DuckDB is a fast and reliable analytical database that provides us with a wide range of aggregate functions that can help us perform analytical queries. One of these aggregate functions is the ARBITRARY()
function, which returns the first value from the group.
In this post, we’ll take a look at how the ARBITRARY()
function works in DuckDB
What is the ARBITRARY()
Function?
The ARBITRARY()
function in DuckDB is an aggregate function that returns the first value from a set of rows in a group. This includes null and non-null values. The result of ARBITRARY()
is influenced by the ordering within the group.
ARBITRARY()
can be useful when you want to fetch a representative value for each group without concern for which specific value it is or whether it’s null or not.
Syntax
ARBITRARY(expression)
Where expression
is the column or expression from which the first value is returned.
Example Scenarios
Below are some examples that demonstrate how the ARBITRARY()
function works in DuckDB.
Sample Data
The examples use the following data:
-- Create the employees table
CREATE TABLE employees (
department_id INTEGER,
employee_name TEXT,
salary INTEGER
);
-- Insert data into the employees table
INSERT INTO employees (department_id, employee_name, salary) VALUES
(1, 'Amber', 70000),
(1, 'Blake', 80000),
(2, 'Fitch', 90000),
(2, 'Sasha', NULL),
(3, 'Eve', NULL),
(3, 'Hector', 60000),
(4, NULL, 95000),
(4, 'Abe', 55000);
-- Select all data from the employees table
SELECT * FROM employees;
Output:
+---------------+---------------+--------+
| department_id | employee_name | salary |
+---------------+---------------+--------+
| 1 | Amber | 70000 |
| 1 | Blake | 80000 |
| 2 | Fitch | 90000 |
| 2 | Sasha | null |
| 3 | Eve | null |
| 3 | Hector | 60000 |
| 4 | null | 95000 |
| 4 | Abe | 55000 |
+---------------+---------------+--------+
This data contains some null values in order to demonstrate how ARBITRARY()
works with null values.
Basic Example
We want to retrieve an employee name from each department:
SELECT
department_id,
ARBITRARY(employee_name) AS example_employee
FROM employees
GROUP BY department_id;
Output:
+---------------+------------------+
| department_id | example_employee |
+---------------+------------------+
| 1 | Amber |
| 2 | Fitch |
| 3 | Eve |
| 4 | null |
+---------------+------------------+
We can see that it returned the first employee from each group, even if it’s a null value. If you only want to return non-null values, use ANY_VALUE()
instead.
With Ordering
If we introduce an explicit ordering, ARBITRARY()

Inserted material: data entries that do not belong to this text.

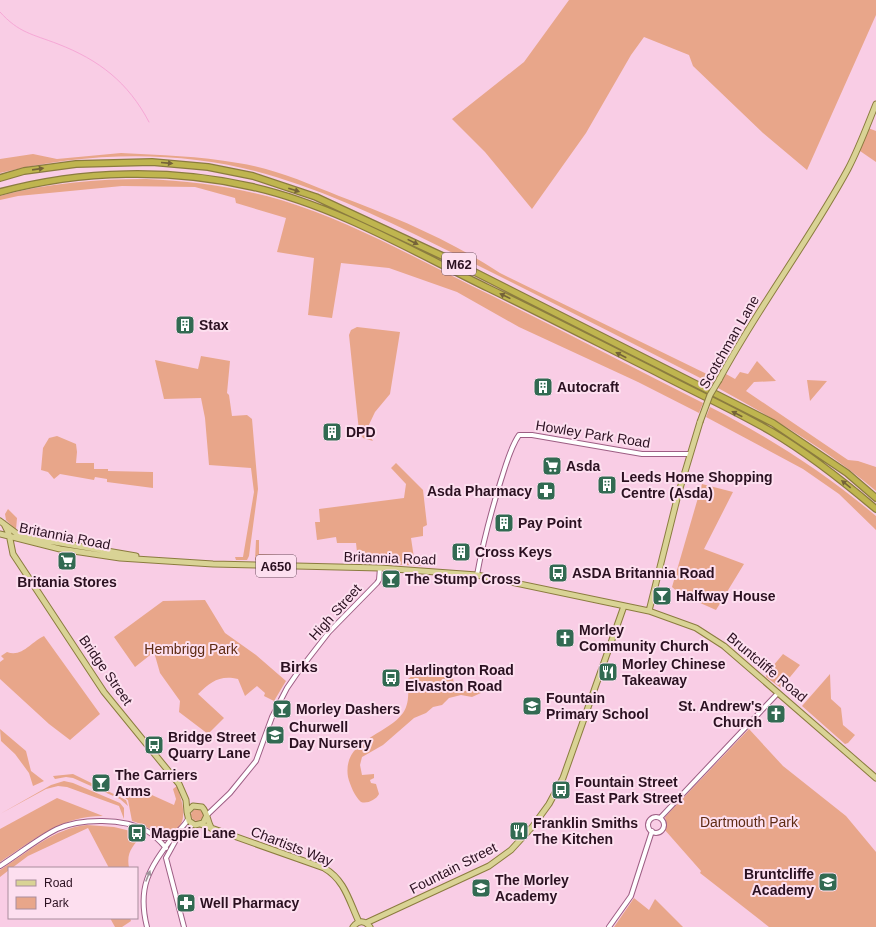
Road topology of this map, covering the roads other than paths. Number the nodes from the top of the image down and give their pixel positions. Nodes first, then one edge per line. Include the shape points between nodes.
1 (876, 104) edge
2 (0, 178) edge
3 (0, 192) edge
4 (690, 454) junction
5 (876, 498) edge
6 (876, 509) edge
7 (2, 522) edge
8 (0, 534) edge
9 (10, 538) junction
10 (24, 540) junction
11 (12, 548) junction
12 (151, 559) junction
13 (380, 568) junction
14 (477, 575) junction
15 (624, 606) junction
16 (649, 611) junction
17 (778, 693) junction
18 (876, 778) edge
19 (186, 800) junction
20 (193, 806) junction
21 (204, 808) junction
22 (212, 808) junction
23 (187, 812) junction
24 (206, 816) junction
25 (660, 818) junction
26 (188, 819) junction
27 (193, 824) junction
28 (200, 824) junction
29 (212, 829) junction
30 (652, 832) junction
31 (153, 835) junction
32 (175, 837) junction
33 (165, 846) junction
34 (160, 856) junction
35 (166, 858) junction
36 (0, 866) edge
37 (359, 922) junction
38 (369, 926) edge
39 (147, 927) edge
40 (184, 927) edge
41 (354, 927) edge
42 (609, 927) edge

1 - 4 main road, Scotchman Lane, bridge via 857,150 838,185 710,395
2 -> 5 highway, M62 via 24,171 76,164 152,162 208,167 253,176 316,197 449,259 773,423 847,473
6 -> 3 highway, M62 via 846,484 772,432 518,302 354,222 312,205 254,187 152,175 74,178 26,185
4 - 14 street, Howley Park Road via 642,454 520,435 511,450 491,511
4 - 16 main road, Scotchman Lane
7 - 8 main road
7 - 9 main road, Bridge Street
7 - 12 main road, Britannia Road / A650 via 16,533 31,538
8 - 9 main road, Britannia Road / A650
8 - 11 main road, Bridge Street
9 - 10 main road, Britannia Road / A650
9 - 11 main road, Bridge Street
10 - 11 main road via 17,542
10 - 12 main road, Britannia Road / A650 via 90,554
11 - 19 main road, Bridge Street via 13,554 102,688 179,784
12 - 13 main road, Britannia Road / A650 via 213,564
13 - 14 main road, Britannia Road / A650
13 - 22 street, High Street via 377,582 324,638 287,688 270,722 256,761 230,793
14 - 15 main road, Britannia Road / A650
15 - 16 main road, Bruntcliffe Road / A650
15 - 38 main road, Fountain Street via 563,778 533,826 511,850 489,866 376,920
16 - 17 main road, Bruntcliffe Road / A650 via 707,634
17 - 18 main road, Bruntcliffe Road / A650
17 - 25 street
19 - 20 main road, Bridge Street
19 - 23 main road, Bridge Street
20 - 21 main road
20 - 23 main road
21 - 22 street
21 - 24 main road
22 - 24 street, High Street
23 - 26 main road
24 - 28 main road
24 - 29 main road
25 - 30 street via 663,824 661,830
25 - 30 street via 648,821 648,827
26 - 27 main road
26 - 32 street
27 - 28 main road
27 - 32 street
28 - 29 main road, Chartists Way
29 - 37 main road, Chartists Way via 332,873 345,889
30 - 42 street via 631,896
31 - 32 street
31 - 33 street
31 - 36 street via 146,830 116,823 72,823 56,829
32 - 33 street
32 - 35 street
33 - 34 street
34 - 35 street
39 -> 34 street via 144,886 150,870
35 - 40 street
37 - 38 main road
37 - 41 main road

will return the first value according to that order:
SELECT
department_id,
ARBITRARY(employee_name ORDER BY salary DESC) AS example_employee
FROM employees
GROUP BY department_id;
Output:
+---------------+------------------+
| department_id | example_employee |
+---------------+------------------+
| 1 | Blake |
| 2 | Fitch |
| 3 | Hector |
| 4 | null |
+---------------+------------------+
Example on the Salary Column
Let’s run the ARBITRARY()
function on the salary
column:
SELECT
department_id,
ARBITRARY(salary) AS example_salary
FROM employees
GROUP BY department_id;
Output:
+---------------+----------------+
| department_id | example_salary |
+---------------+----------------+
| 1 | 70000 |
| 2 | 90000 |
| 3 | null |
| 4 | 95000 |
+---------------+----------------+
As expected, it returned the first salary, including the null one.
Adding a WHERE
Clause
Here’s an example of a WHERE
clause applied against a column that’s not being grouped:
SELECT
department_id,
ARBITRARY(employee_name) AS example_employee
FROM employees
WHERE salary > 60000
GROUP BY department_id;
Output:
+---------------+------------------+
| department_id | example_employee |
+---------------+------------------+
| 1 | Amber |
| 2 | Fitch |
| 4 | null |
+---------------+------------------+
And here’s a WHERE
clause applied to the grouped column:
SELECT
department_id,
ARBITRARY(employee_name) AS example_employee
FROM employees
WHERE department_id IN (1, 3)
GROUP BY department_id;
Output:
+---------------+------------------+
| department_id | example_employee |
+---------------+------------------+
| 1 | Amber |
| 3 | Eve |
+---------------+------------------+
If no rows match the WHERE
clause, then no rows are returned:
SELECT
department_id,
ARBITRARY(employee_name) AS example_employee
FROM employees
WHERE department_id = 5
GROUP BY department_id;
Output:
That’s intentionally blank, due to the fact that no results were returned.
Synonym
ARBITRARY()
is a synonym for FIRST()
, so you can use either one to achieve the same outcome.